Exercise ▸
A single number is the answer: how many lines of the data hold "East"?

Materials provided ▸
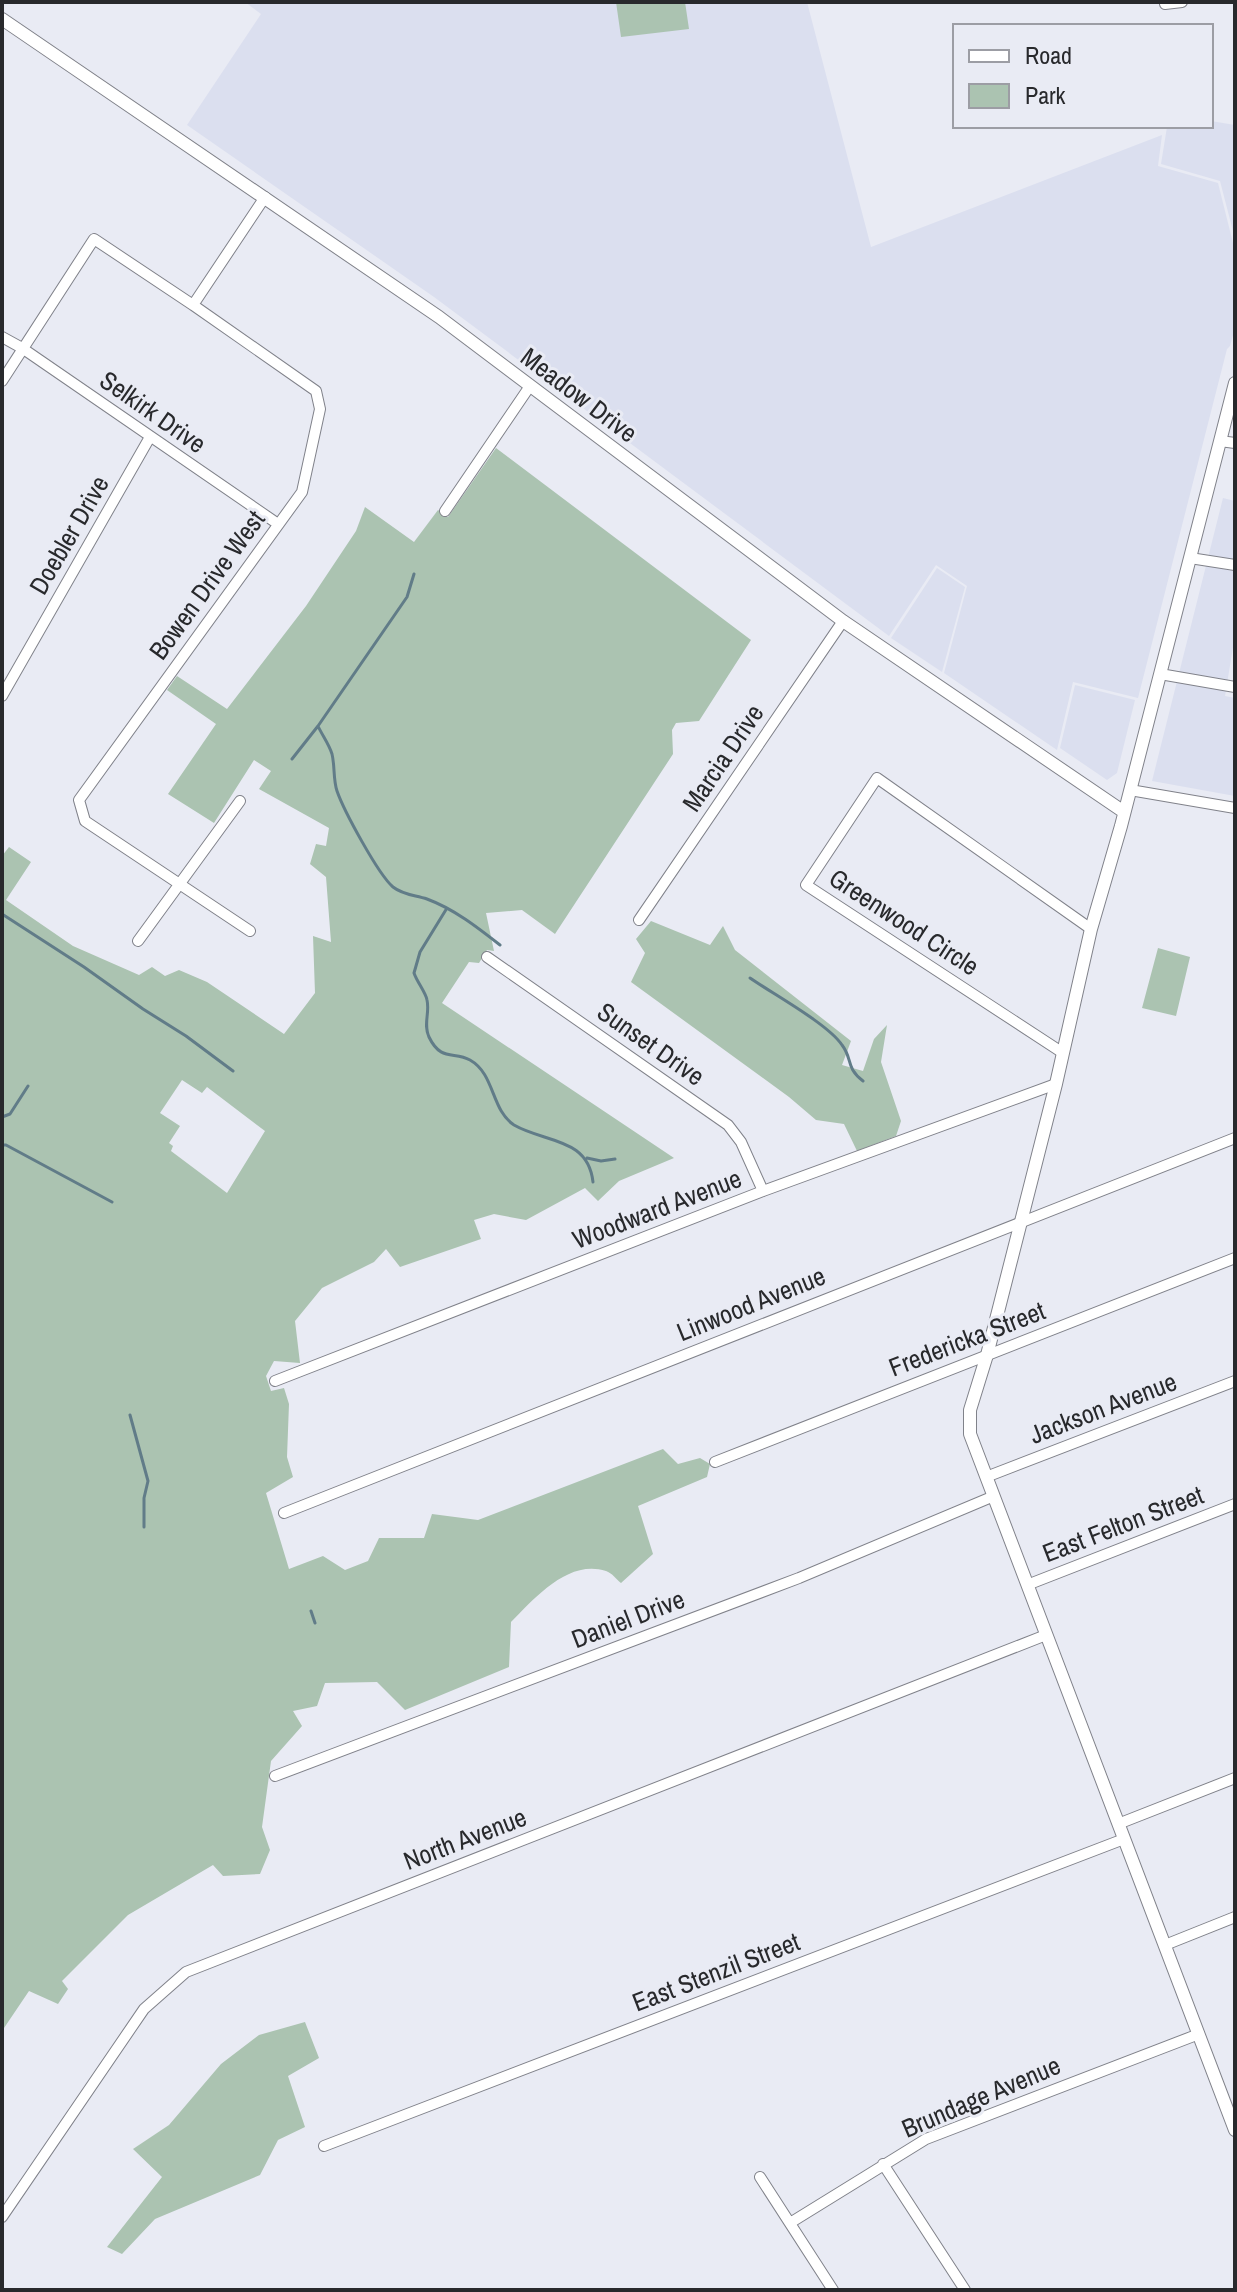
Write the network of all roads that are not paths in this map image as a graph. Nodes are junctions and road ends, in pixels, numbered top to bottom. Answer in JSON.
{"nodes":[{"id":1,"x":1182,"y":2,"type":"edge"},
{"id":2,"x":1165,"y":4,"type":"dead end"},
{"id":3,"x":2,"y":19,"type":"edge"},
{"id":4,"x":265,"y":197,"type":"junction"},
{"id":5,"x":193,"y":305,"type":"junction"},
{"id":6,"x":2,"y":337,"type":"edge"},
{"id":7,"x":22,"y":348,"type":"junction"},
{"id":8,"x":2,"y":381,"type":"edge"},
{"id":9,"x":1235,"y":383,"type":"edge"},
{"id":10,"x":530,"y":386,"type":"junction"},
{"id":11,"x":150,"y":437,"type":"junction"},
{"id":12,"x":1220,"y":441,"type":"junction"},
{"id":13,"x":1235,"y":443,"type":"edge"},
{"id":14,"x":445,"y":511,"type":"dead end"},
{"id":15,"x":278,"y":524,"type":"junction"},
{"id":16,"x":1190,"y":558,"type":"junction"},
{"id":17,"x":1235,"y":565,"type":"edge"},
{"id":18,"x":843,"y":621,"type":"junction"},
{"id":19,"x":1160,"y":674,"type":"junction"},
{"id":20,"x":1235,"y":687,"type":"edge"},
{"id":21,"x":2,"y":696,"type":"edge"},
{"id":22,"x":1130,"y":790,"type":"junction"},
{"id":23,"x":240,"y":801,"type":"dead end"},
{"id":24,"x":1235,"y":808,"type":"edge"},
{"id":25,"x":1124,"y":812,"type":"junction"},
{"id":26,"x":179,"y":883,"type":"junction"},
{"id":27,"x":639,"y":920,"type":"dead end"},
{"id":28,"x":1091,"y":929,"type":"junction"},
{"id":29,"x":250,"y":931,"type":"dead end"},
{"id":30,"x":138,"y":941,"type":"dead end"},
{"id":31,"x":487,"y":957,"type":"dead end"},
{"id":32,"x":1063,"y":1053,"type":"junction"},
{"id":33,"x":1056,"y":1084,"type":"junction"},
{"id":34,"x":1235,"y":1138,"type":"edge"},
{"id":35,"x":763,"y":1191,"type":"junction"},
{"id":36,"x":1020,"y":1221,"type":"junction"},
{"id":37,"x":1235,"y":1258,"type":"edge"},
{"id":38,"x":987,"y":1355,"type":"junction"},
{"id":39,"x":275,"y":1381,"type":"dead end"},
{"id":40,"x":1235,"y":1381,"type":"edge"},
{"id":41,"x":715,"y":1462,"type":"dead end"},
{"id":42,"x":986,"y":1477,"type":"junction"},
{"id":43,"x":994,"y":1496,"type":"junction"},
{"id":44,"x":1235,"y":1504,"type":"edge"},
{"id":45,"x":284,"y":1513,"type":"dead end"},
{"id":46,"x":1027,"y":1585,"type":"junction"},
{"id":47,"x":1046,"y":1635,"type":"junction"},
{"id":48,"x":275,"y":1776,"type":"dead end"},
{"id":49,"x":1235,"y":1778,"type":"edge"},
{"id":50,"x":1118,"y":1824,"type":"junction"},
{"id":51,"x":1124,"y":1839,"type":"junction"},
{"id":52,"x":1235,"y":1917,"type":"edge"},
{"id":53,"x":1165,"y":1945,"type":"junction"},
{"id":54,"x":1199,"y":2034,"type":"junction"},
{"id":55,"x":1235,"y":2130,"type":"edge"},
{"id":56,"x":324,"y":2146,"type":"dead end"},
{"id":57,"x":883,"y":2164,"type":"junction"},
{"id":58,"x":760,"y":2177,"type":"dead end"},
{"id":59,"x":2,"y":2217,"type":"edge"},
{"id":60,"x":790,"y":2223,"type":"junction"},
{"id":61,"x":833,"y":2290,"type":"edge"},
{"id":62,"x":965,"y":2290,"type":"edge"}],
"edges":[{"from":1,"to":2,"type":"street"},
{"from":3,"to":4,"type":"street","name":"Meadow Drive"},
{"from":4,"to":5,"type":"street"},
{"from":4,"to":10,"type":"street","name":"Meadow Drive"},
{"from":5,"to":7,"type":"street","name":"Bowen Drive West"},
{"from":5,"to":15,"type":"street","name":"Bowen Drive West"},
{"from":6,"to":7,"type":"street","name":"Selkirk Drive"},
{"from":7,"to":8,"type":"street"},
{"from":7,"to":11,"type":"street","name":"Selkirk Drive"},
{"from":9,"to":12,"type":"street"},
{"from":10,"to":14,"type":"street"},
{"from":10,"to":18,"type":"street","name":"Meadow Drive"},
{"from":11,"to":15,"type":"street","name":"Selkirk Drive"},
{"from":11,"to":21,"type":"street","name":"Doebler Drive"},
{"from":12,"to":13,"type":"street"},
{"from":12,"to":16,"type":"street"},
{"from":15,"to":26,"type":"street","name":"Bowen Drive West"},
{"from":16,"to":17,"type":"street"},
{"from":16,"to":19,"type":"street"},
{"from":18,"to":25,"type":"street","name":"Meadow Drive"},
{"from":18,"to":27,"type":"street","name":"Marcia Drive"},
{"from":19,"to":20,"type":"street"},
{"from":19,"to":22,"type":"street"},
{"from":22,"to":24,"type":"street"},
{"from":22,"to":25,"type":"street"},
{"from":23,"to":26,"type":"street"},
{"from":25,"to":28,"type":"street"},
{"from":26,"to":29,"type":"street"},
{"from":26,"to":30,"type":"street"},
{"from":28,"to":32,"type":"street"},
{"from":28,"to":32,"type":"street","name":"Greenwood Circle"},
{"from":31,"to":35,"type":"street","name":"Sunset Drive"},
{"from":32,"to":33,"type":"street"},
{"from":33,"to":35,"type":"street","name":"Woodward Avenue"},
{"from":33,"to":36,"type":"street"},
{"from":34,"to":36,"type":"street","name":"Linwood Avenue"},
{"from":35,"to":39,"type":"street","name":"Woodward Avenue"},
{"from":36,"to":38,"type":"street"},
{"from":36,"to":45,"type":"street","name":"Linwood Avenue"},
{"from":37,"to":38,"type":"street","name":"Fredericka Street"},
{"from":38,"to":41,"type":"street","name":"Fredericka Street"},
{"from":38,"to":42,"type":"street"},
{"from":40,"to":42,"type":"street","name":"Jackson Avenue"},
{"from":42,"to":43,"type":"street"},
{"from":43,"to":46,"type":"street"},
{"from":43,"to":48,"type":"street","name":"Daniel Drive"},
{"from":44,"to":46,"type":"street","name":"East Felton Street"},
{"from":46,"to":47,"type":"street"},
{"from":47,"to":50,"type":"street"},
{"from":47,"to":59,"type":"street","name":"North Avenue"},
{"from":49,"to":50,"type":"street"},
{"from":50,"to":51,"type":"street"},
{"from":51,"to":53,"type":"street"},
{"from":51,"to":56,"type":"street","name":"East Stenzil Street"},
{"from":52,"to":53,"type":"street"},
{"from":53,"to":54,"type":"street"},
{"from":54,"to":55,"type":"street"},
{"from":54,"to":57,"type":"street","name":"Brundage Avenue"},
{"from":57,"to":60,"type":"street","name":"Brundage Avenue"},
{"from":57,"to":62,"type":"street"},
{"from":58,"to":60,"type":"street"},
{"from":60,"to":61,"type":"street"}]}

Result for this task ▸
2